Cada vez que llega esta época del año me permito repetir algo que descubrí hace muchos años: poco me importan aquellas personas que un día al año se disfrazan de monstruos, aunque mucho me molestan aquellos monstruos que todos los días se disfrazan de personas.

Y esos monstruos disfrazados de personas, con un disfraz tan efectivo que nos engañan y nos hacen pensar que son buenos, parecen dedicarse constante y sistemáticamente a una sola tarea, la de destruir nuestras esperanzas, nuestros esfuerzos y hasta nuestro futuro. Y, según parece, un creciente número de jóvenes se ve cada vez más afectado por esa tanatofilia (adicción a la muerte).

Recientemente, por ejemplo, cinco muchachos en una escuela en Colorado crearon en las redes sociales un grupo neonazi con la meta explícita de comenzar a asesinar a personas de grupos minoritarios. Según las autoridades, uno de los adolescentes se suicidó para mostrar su compromiso extremo con ese grupo extremo.

En otra escuela en Colorado, dos adolescentes fueron expulsados del establecimiento y fueron interrogados por la policía local luego de planear algún tipo de ataque contra sus compañeros. Y leí del caso de una joven, aún adolescente, que trató de quitarse la vida por un problema relativamente menor con su novio.

Desde la masacre en la Escuela Columbine (al sur de Denver) en abril de 1999 la tanatofilia entre los jóvenes ha quedado en evidencia en nuestra sociedad. Obviamente, son pocos los jóvenes que acuden a la muerte (propia o ajena) como la única solución a sus problemas. Pero, en mi (no científica) opinión, parece que ese número sigue creciendo.

Como alguna vez leí, tanto trabajamos para dejarles un mundo mejor a los jóvenes que poco hacemos para dejarle mejores jóvenes al mundo. Y en esa confusión sobre nuestras prioridades hemos llevado el nihilismo propio del fin de la modernidad y de la postmodernidad a tales extremos que para algunos la muerte se presenta como la alternativa más aceptable.

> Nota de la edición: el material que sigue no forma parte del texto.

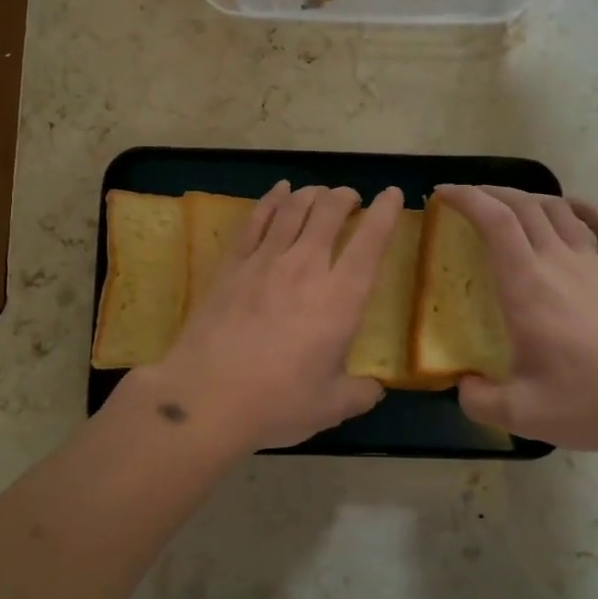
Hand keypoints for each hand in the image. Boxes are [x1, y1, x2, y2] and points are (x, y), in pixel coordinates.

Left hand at [134, 181, 402, 451]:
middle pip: (329, 211)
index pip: (371, 242)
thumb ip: (359, 394)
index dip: (385, 212)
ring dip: (312, 194)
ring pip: (293, 208)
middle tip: (351, 198)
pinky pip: (256, 219)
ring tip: (320, 192)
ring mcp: (265, 260)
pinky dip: (272, 199)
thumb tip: (373, 389)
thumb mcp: (330, 407)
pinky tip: (279, 191)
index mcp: (341, 298)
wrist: (205, 397)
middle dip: (345, 197)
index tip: (392, 195)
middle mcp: (306, 267)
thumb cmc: (276, 403)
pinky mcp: (232, 264)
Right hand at [433, 184, 597, 453]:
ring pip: (560, 211)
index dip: (465, 198)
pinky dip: (586, 210)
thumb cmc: (594, 400)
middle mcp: (560, 262)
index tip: (442, 193)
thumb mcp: (522, 414)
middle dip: (490, 193)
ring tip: (511, 204)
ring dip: (530, 198)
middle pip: (524, 206)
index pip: (494, 221)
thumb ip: (479, 401)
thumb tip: (463, 387)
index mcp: (527, 285)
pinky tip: (576, 210)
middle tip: (467, 198)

Mientras tanto, otros jóvenes en otras regiones del mundo en las que la muerte es una realidad diaria y la vida nunca es fácil luchan con todas sus fuerzas para vivir un día más, para no perder la esperanza, para construir ladrillo tras ladrillo y día tras día no un futuro mejor, sino un futuro distinto que no sea continuidad del pasado y en el que ellos también tengan lugar.

A veces me pregunto si el desdén a la vida (propia o ajena) de muchos jóvenes (sobre todo en los países más avanzados) surge de tenerlo todo o casi todo prácticamente resuelto de manera que, cuando deben enfrentarse con un problema aparentemente menor, ese problema crece a tales proporciones que parece insoluble excepto por medio de la muerte.

Y entonces los monstruos vestidos de personas, llámense padres, maestros, sacerdotes, terapeutas o consejeros, se quitan la máscara y su obscena monstruosidad queda a la vista de todos quienes, lejos de sentir repugnancia, se regocijan con cada tragedia. Eso es más aterrador que cualquier disfraz o película.